[Collected data]

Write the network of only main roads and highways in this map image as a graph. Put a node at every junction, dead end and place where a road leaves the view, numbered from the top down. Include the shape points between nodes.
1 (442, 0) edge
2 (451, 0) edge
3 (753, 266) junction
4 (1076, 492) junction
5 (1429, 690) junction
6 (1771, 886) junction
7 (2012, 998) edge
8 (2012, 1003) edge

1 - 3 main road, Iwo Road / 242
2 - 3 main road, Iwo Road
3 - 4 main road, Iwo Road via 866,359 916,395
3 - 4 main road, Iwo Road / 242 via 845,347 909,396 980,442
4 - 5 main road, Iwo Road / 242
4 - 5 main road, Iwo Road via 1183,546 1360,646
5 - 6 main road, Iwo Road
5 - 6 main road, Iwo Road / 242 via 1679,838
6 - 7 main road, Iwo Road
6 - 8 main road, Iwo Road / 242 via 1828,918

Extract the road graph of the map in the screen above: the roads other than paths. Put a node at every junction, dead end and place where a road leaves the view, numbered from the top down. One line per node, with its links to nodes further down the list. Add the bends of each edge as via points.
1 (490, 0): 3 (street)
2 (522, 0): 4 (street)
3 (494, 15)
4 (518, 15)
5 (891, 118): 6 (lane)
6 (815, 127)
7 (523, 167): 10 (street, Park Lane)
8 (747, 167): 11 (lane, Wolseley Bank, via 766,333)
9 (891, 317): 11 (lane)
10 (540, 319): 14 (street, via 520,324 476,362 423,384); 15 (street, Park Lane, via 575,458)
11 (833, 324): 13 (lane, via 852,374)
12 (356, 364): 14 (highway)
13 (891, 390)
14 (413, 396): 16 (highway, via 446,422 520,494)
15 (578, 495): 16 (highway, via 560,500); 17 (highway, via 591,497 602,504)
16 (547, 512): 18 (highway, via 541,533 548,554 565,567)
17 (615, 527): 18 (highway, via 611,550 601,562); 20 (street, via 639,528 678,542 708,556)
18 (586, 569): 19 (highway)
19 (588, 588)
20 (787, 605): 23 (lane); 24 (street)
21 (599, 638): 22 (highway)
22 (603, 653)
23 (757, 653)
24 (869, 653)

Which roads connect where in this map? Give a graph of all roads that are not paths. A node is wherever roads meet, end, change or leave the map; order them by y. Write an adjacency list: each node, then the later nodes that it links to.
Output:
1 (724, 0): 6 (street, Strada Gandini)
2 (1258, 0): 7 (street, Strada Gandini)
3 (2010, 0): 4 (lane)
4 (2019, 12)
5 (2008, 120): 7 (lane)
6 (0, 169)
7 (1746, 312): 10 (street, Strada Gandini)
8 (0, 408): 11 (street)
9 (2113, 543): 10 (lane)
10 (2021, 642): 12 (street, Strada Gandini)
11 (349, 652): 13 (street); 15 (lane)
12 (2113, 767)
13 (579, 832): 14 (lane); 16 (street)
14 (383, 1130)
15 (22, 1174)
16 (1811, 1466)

Exercise prompt: The full set of records above must be retyped exactly.

Expected output:
Write the network of only main roads and highways in this map image as a graph. Put a node at every junction, dead end and place where a road leaves the view, numbered from the top down. Include the shape points between nodes.
1 (442, 0) edge
2 (451, 0) edge
3 (753, 266) junction
4 (1076, 492) junction
5 (1429, 690) junction
6 (1771, 886) junction
7 (2012, 998) edge
8 (2012, 1003) edge

1 - 3 main road, Iwo Road / 242
2 - 3 main road, Iwo Road
3 - 4 main road, Iwo Road via 866,359 916,395
3 - 4 main road, Iwo Road / 242 via 845,347 909,396 980,442
4 - 5 main road, Iwo Road / 242
4 - 5 main road, Iwo Road via 1183,546 1360,646
5 - 6 main road, Iwo Road
5 - 6 main road, Iwo Road / 242 via 1679,838
6 - 7 main road, Iwo Road
6 - 8 main road, Iwo Road / 242 via 1828,918

Extract the road graph of the map in the screen above: the roads other than paths. Put a node at every junction, dead end and place where a road leaves the view, numbered from the top down. One line per node, with its links to nodes further down the list. Add the bends of each edge as via points.
1 (490, 0): 3 (street)
2 (522, 0): 4 (street)
3 (494, 15)
4 (518, 15)
5 (891, 118): 6 (lane)
6 (815, 127)
7 (523, 167): 10 (street, Park Lane)
8 (747, 167): 11 (lane, Wolseley Bank, via 766,333)
9 (891, 317): 11 (lane)
10 (540, 319): 14 (street, via 520,324 476,362 423,384); 15 (street, Park Lane, via 575,458)
11 (833, 324): 13 (lane, via 852,374)
12 (356, 364): 14 (highway)
13 (891, 390)
14 (413, 396): 16 (highway, via 446,422 520,494)
15 (578, 495): 16 (highway, via 560,500); 17 (highway, via 591,497 602,504)
16 (547, 512): 18 (highway, via 541,533 548,554 565,567)
17 (615, 527): 18 (highway, via 611,550 601,562); 20 (street, via 639,528 678,542 708,556)
18 (586, 569): 19 (highway)
19 (588, 588)
20 (787, 605): 23 (lane); 24 (street)
21 (599, 638): 22 (highway)
22 (603, 653)
23 (757, 653)
24 (869, 653)

Which roads connect where in this map? Give a graph of all roads that are not paths. A node is wherever roads meet, end, change or leave the map; order them by y. Write an adjacency list: each node, then the later nodes that it links to.
Output:
1 (724, 0): 6 (street, Strada Gandini)
2 (1258, 0): 7 (street, Strada Gandini)
3 (2010, 0): 4 (lane)
4 (2019, 12)
5 (2008, 120): 7 (lane)
6 (0, 169)
7 (1746, 312): 10 (street, Strada Gandini)
8 (0, 408): 11 (street)
9 (2113, 543): 10 (lane)
10 (2021, 642): 12 (street, Strada Gandini)
11 (349, 652): 13 (street); 15 (lane)
12 (2113, 767)
13 (579, 832): 14 (lane); 16 (street)
14 (383, 1130)
15 (22, 1174)
16 (1811, 1466)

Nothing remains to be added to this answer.